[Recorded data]
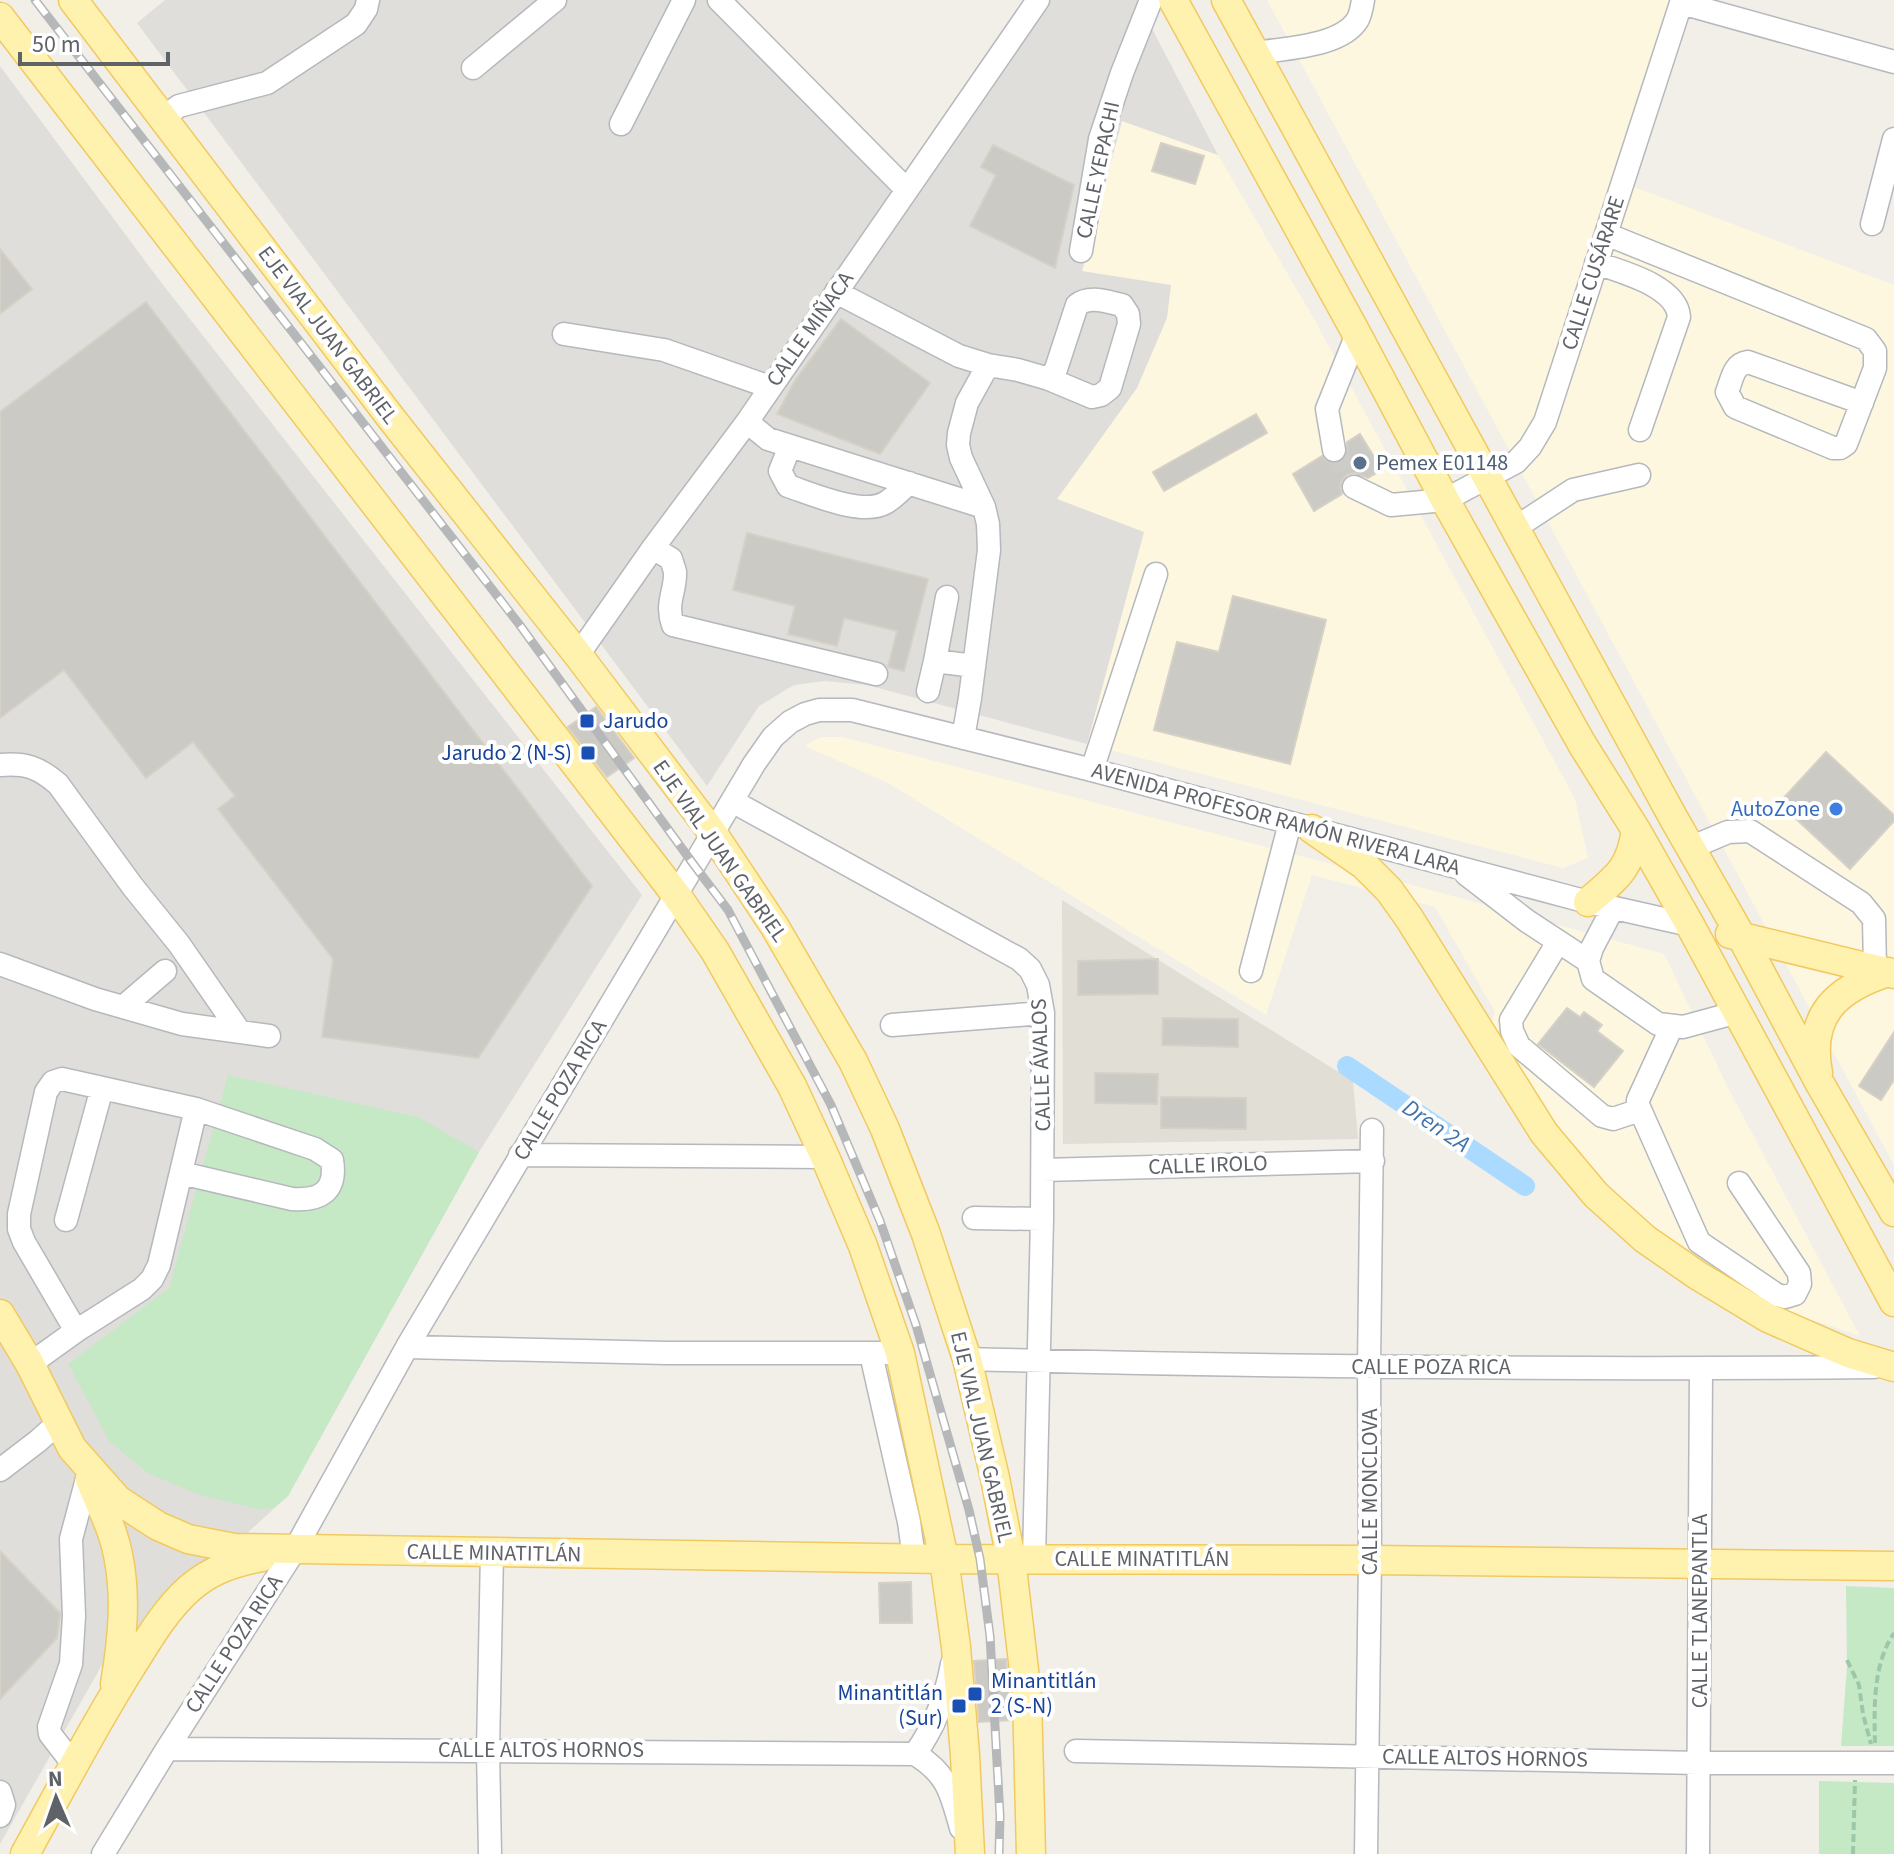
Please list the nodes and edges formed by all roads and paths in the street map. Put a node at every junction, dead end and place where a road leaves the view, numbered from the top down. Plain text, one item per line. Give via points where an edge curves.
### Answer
1 (73, 0) edge
2 (368, 0) edge
3 (555, 0) edge
4 (684, 0) edge
5 (719, 0) edge
6 (1038, 0) edge
7 (1151, 0) edge
8 (1173, 0) edge
9 (1226, 0) edge
10 (1363, 0) edge
11 (1682, 2) edge
12 (0, 17) edge
13 (1256, 53) junction
14 (1894, 62) edge
15 (473, 68) dead end
16 (162, 118) junction
17 (621, 124) dead end
18 (1894, 139) edge
19 (906, 189) junction
20 (1872, 224) dead end
21 (1606, 234) junction
22 (1081, 251) dead end
23 (1655, 253) junction
24 (1596, 263) junction
25 (1645, 280) junction
26 (836, 292) junction
27 (564, 334) dead end
28 (1357, 334) junction
29 (988, 365) junction
30 (1049, 379) junction
31 (770, 387) junction
32 (1862, 403) junction
33 (747, 422) junction
34 (1640, 430) dead end
35 (790, 446) junction
36 (1334, 450) tunnel mouth
37 (1639, 475) dead end
38 (1487, 477) junction
39 (909, 483) junction
40 (1354, 487) tunnel mouth
41 (1445, 500) junction
42 (984, 507) junction
43 (1515, 528) junction
44 (653, 548) junction
45 (1156, 574) dead end
46 (947, 597) dead end
47 (578, 655) junction
48 (935, 661) junction
49 (974, 666) junction
50 (876, 674) dead end
51 (928, 691) dead end
52 (963, 738) junction
53 (0, 765) edge
54 (1092, 770) junction
55 (732, 801) junction
56 (1301, 826) junction
57 (1636, 830) junction
58 (712, 832) junction
59 (1690, 848) junction
60 (1455, 866) junction
61 (677, 896) junction
62 (1600, 905) junction
63 (1690, 925) junction
64 (1741, 936) junction
65 (1558, 942) junction
66 (1588, 961) junction
67 (0, 964) edge
68 (165, 971) dead end
69 (1251, 971) dead end
70 (1885, 972) edge
71 (123, 1007) junction
72 (1738, 1012) junction
73 (1043, 1013) junction
74 (892, 1025) dead end
75 (1672, 1026) junction
76 (240, 1032) junction
77 (269, 1036) dead end
78 (1819, 1082) junction
79 (102, 1088) junction
80 (196, 1109) junction
81 (1640, 1110) junction
82 (1372, 1130) dead end
83 (520, 1155) junction
84 (825, 1157) junction
85 (1373, 1161) junction
86 (1043, 1170) junction
87 (181, 1173) junction
88 (1739, 1183) dead end
89 (1894, 1212) edge
90 (974, 1218) dead end
91 (1042, 1219) junction
92 (66, 1220) dead end
93 (1894, 1302) edge
94 (0, 1314) edge
95 (76, 1331) junction
96 (407, 1347) junction
97 (900, 1353) junction
98 (871, 1354) junction
99 (967, 1359) junction
100 (1039, 1361) junction
101 (30, 1364) junction
102 (1369, 1367) junction
103 (1894, 1367) edge
104 (1701, 1369) junction
105 (58, 1423) junction
106 (72, 1448) junction
107 (0, 1470) edge
108 (88, 1475) junction
109 (294, 1551) junction
110 (492, 1553) junction
111 (914, 1558) junction
112 (944, 1559) junction
113 (1023, 1559) junction
114 (1370, 1560) junction
115 (1699, 1563) junction
116 (1894, 1566) edge
117 (1894, 1633) edge
118 (956, 1647) junction
119 (1847, 1660) dead end
120 (113, 1697) junction
121 (167, 1749) junction
122 (488, 1750) junction
123 (1076, 1751) dead end
124 (915, 1754) junction
125 (1367, 1756) junction
126 (1875, 1762) edge
127 (1700, 1763) junction
128 (74, 1765) junction
129 (0, 1792) edge
130 (0, 1816) edge
131 (25, 1854) edge
132 (103, 1854) edge
133 (490, 1854) edge
134 (970, 1854) edge
135 (1031, 1854) edge
136 (1366, 1854) edge
137 (1698, 1854) edge
138 (1853, 1854) edge

1 - 16 main road, EJE VIAL JUAN GABRIEL
2 - 16 street via 356,24 267,83 179,106
3 - 15 street
4 - 17 street
5 - 19 street
6 - 19 street, CALLE MIÑACA
7 - 22 street, CALLE YEPACHI via 1100,139
8 - 28 main road
9 - 13 main road
10 - 13 street via 1359,18 1341,35
11 - 14 street
11 - 21 street, CALLE CUSÁRARE
12 - 61 main road
13 - 38 main road
16 - 47 main road, EJE VIAL JUAN GABRIEL
18 - 20 street
19 - 26 street, CALLE MIÑACA
21 - 23 street
21 - 24 street, CALLE CUSÁRARE
23 - 25 street
23 - 32 street via 1866,339 1875,351 1875,368
24 - 25 street
24 - 38 street, CALLE CUSÁRARE via 1545,422 1516,462
25 - 34 street via 1675,302 1679,317
26 - 29 street via 959,356
26 - 31 street, CALLE MIÑACA
27 - 31 street via 664,350
28 - 36 street via 1327,409
28 - 41 main road
29 - 30 street
29 - 42 street via 967,403 958,445
30 - 30 street via 1077,305 1093,299 1122,305 1129,324 1110,388 1092,397
31 - 33 street, CALLE MIÑACA
32 - 32 street via 1846,444 1833,448 1735,407 1727,392 1736,366 1748,362
33 - 35 street via 768,439
33 - 44 street, CALLE MIÑACA
35 - 39 street
35 - 39 street via 780,471 788,486 842,503 869,508 884,504
37 - 43 street via 1573,490
38 - 41 street, CALLE CUSÁRARE
38 - 43 main road
39 - 42 street
40 - 41 street via 1391,505
41 - 57 main road
42 - 49 street via 989,550
43 - 59 main road
44 - 47 street, CALLE MIÑACA
44 - 50 street via 671,559 675,572 669,616 673,625
45 - 54 street
46 - 48 street
47 - 58 main road, EJE VIAL JUAN GABRIEL
48 - 49 street
48 - 51 street
49 - 52 street
52 - 54 street, AVENIDA PROFESOR RAMÓN RIVERA LARA
52 - 55 street, AVENIDA PROFESOR RAMÓN RIVERA LARA via 852,710 819,710 790,722 773,737
53 - 76 street via 43,771 58,784
54 - 56 street, AVENIDA PROFESOR RAMÓN RIVERA LARA
55 - 58 street, AVENIDA PROFESOR RAMÓN RIVERA LARA
55 - 73 street, CALLE ÁVALOS via 1019,959 1038,985
56 - 60 street, AVENIDA PROFESOR RAMÓN RIVERA LARA
56 - 69 street
56 - 103 main road via 1364,865 1389,890 1544,1133 1596,1195 1645,1239 1768,1318
57 - 62 main road via 1633,852
57 - 63 main road
58 - 61 street, CALLE POZA RICA
58 - 99 main road, EJE VIAL JUAN GABRIEL via 853,1061 921,1220
59 - 64 main road
59 - 70 street via 1728,832 1750,831 1861,903 1874,919
60 - 62 street, AVENIDA PROFESOR RAMÓN RIVERA LARA
60 - 65 street
61 - 83 street, CALLE POZA RICA
61 - 84 main road via 758,1024
62 - 63 street, AVENIDA PROFESOR RAMÓN RIVERA LARA
62 - 66 street
63 - 64 main road, AVENIDA PROFESOR RAMÓN RIVERA LARA
63 - 72 main road
64 - 70 main road, AVENIDA PROFESOR RAMÓN RIVERA LARA
64 - 78 main road
65 - 66 street
65 - 81 street via 1511,1020 1519,1046 1602,1116 1613,1119
66 - 75 street via 1593,979 1658,1024
67 - 71 street
68 - 71 street
70 - 78 main road via 1843,992 1827,1010 1814,1055
71 - 76 street via 182,1024
72 - 75 street
72 - 93 main road
73 - 74 street
73 - 86 street, CALLE ÁVALOS
75 - 81 street via 1638,1100
76 - 77 street
78 - 89 main road
79 - 80 street
79 - 92 street
79 - 95 street via 62,1079 46,1092 19,1214 24,1242
80 - 87 street
80 - 87 street via 315,1149 332,1160 334,1170 325,1193 307,1200
81 - 88 street via 1699,1242 1777,1295 1795,1294 1799,1273
82 - 85 street, CALLE MONCLOVA
83 - 84 street
83 - 96 street, CALLE POZA RICA
84 - 97 main road
85 - 86 street, CALLE IROLO
85 - 102 street, CALLE MONCLOVA
86 - 91 street, CALLE ÁVALOS
87 - 95 street via 152,1279
90 - 91 street
91 - 100 street, CALLE ÁVALOS
94 - 101 main road
95 - 101 street
96 - 98 street
96 - 109 street, CALLE POZA RICA
97 - 98 street
97 - 112 main road
98 - 111 street
99 - 100 street, CALLE POZA RICA
99 - 113 main road, EJE VIAL JUAN GABRIEL via 995,1478
100 - 102 street, CALLE POZA RICA
100 - 113 street, CALLE ÁVALOS
101 - 105 main road
102 - 104 street, CALLE POZA RICA
102 - 114 street, CALLE MONCLOVA
103 - 104 street, CALLE POZA RICA
104 - 115 street, CALLE TLANEPANTLA
105 - 106 main road
105 - 107 street
106 - 108 main road
106 - 109 main road via 118,1500 158,1526 188,1539 234,1548
108 - 120 main road via 107,1517 122,1586 123,1639
108 - 128 street via 71,1539 71,1664 49,1721 50,1734
109 - 110 main road, CALLE MINATITLÁN
109 - 120 main road via 233,1563 189,1589
109 - 121 street, CALLE POZA RICA
110 - 111 main road, CALLE MINATITLÁN
110 - 122 street
111 - 112 main road, CALLE MINATITLÁN
112 - 113 main road, CALLE MINATITLÁN
112 - 118 main road
113 - 114 main road, CALLE MINATITLÁN
113 - 135 main road, EJE VIAL JUAN GABRIEL
114 - 115 main road, CALLE MINATITLÁN
114 - 125 street, CALLE MONCLOVA
115 - 116 main road, CALLE MINATITLÁN
115 - 127 street, CALLE TLANEPANTLA
117 - 126 path via 1879,1669
118 - 124 street via 941,1708
118 - 134 main road
119 - 126 path via 1859,1685
120 - 128 main road
121 - 122 street, CALLE ALTOS HORNOS
121 - 132 street, CALLE POZA RICA
122 - 124 street, CALLE ALTOS HORNOS
122 - 133 street
123 - 125 street, CALLE ALTOS HORNOS
124 - 134 street via 943,1777
125 - 127 street, CALLE ALTOS HORNOS
125 - 136 street, CALLE MONCLOVA
126 - 127 street, CALLE ALTOS HORNOS
126 - 138 path
127 - 137 street, CALLE TLANEPANTLA
128 - 131 main road
129 - 130 street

Work item ▸
Show all lines above that contain "JUAN".

Output for this exercise ▸
1 - 16 main road, EJE VIAL JUAN GABRIEL
16 - 47 main road, EJE VIAL JUAN GABRIEL
47 - 58 main road, EJE VIAL JUAN GABRIEL
58 - 99 main road, EJE VIAL JUAN GABRIEL via 853,1061 921,1220
99 - 113 main road, EJE VIAL JUAN GABRIEL via 995,1478
113 - 135 main road, EJE VIAL JUAN GABRIEL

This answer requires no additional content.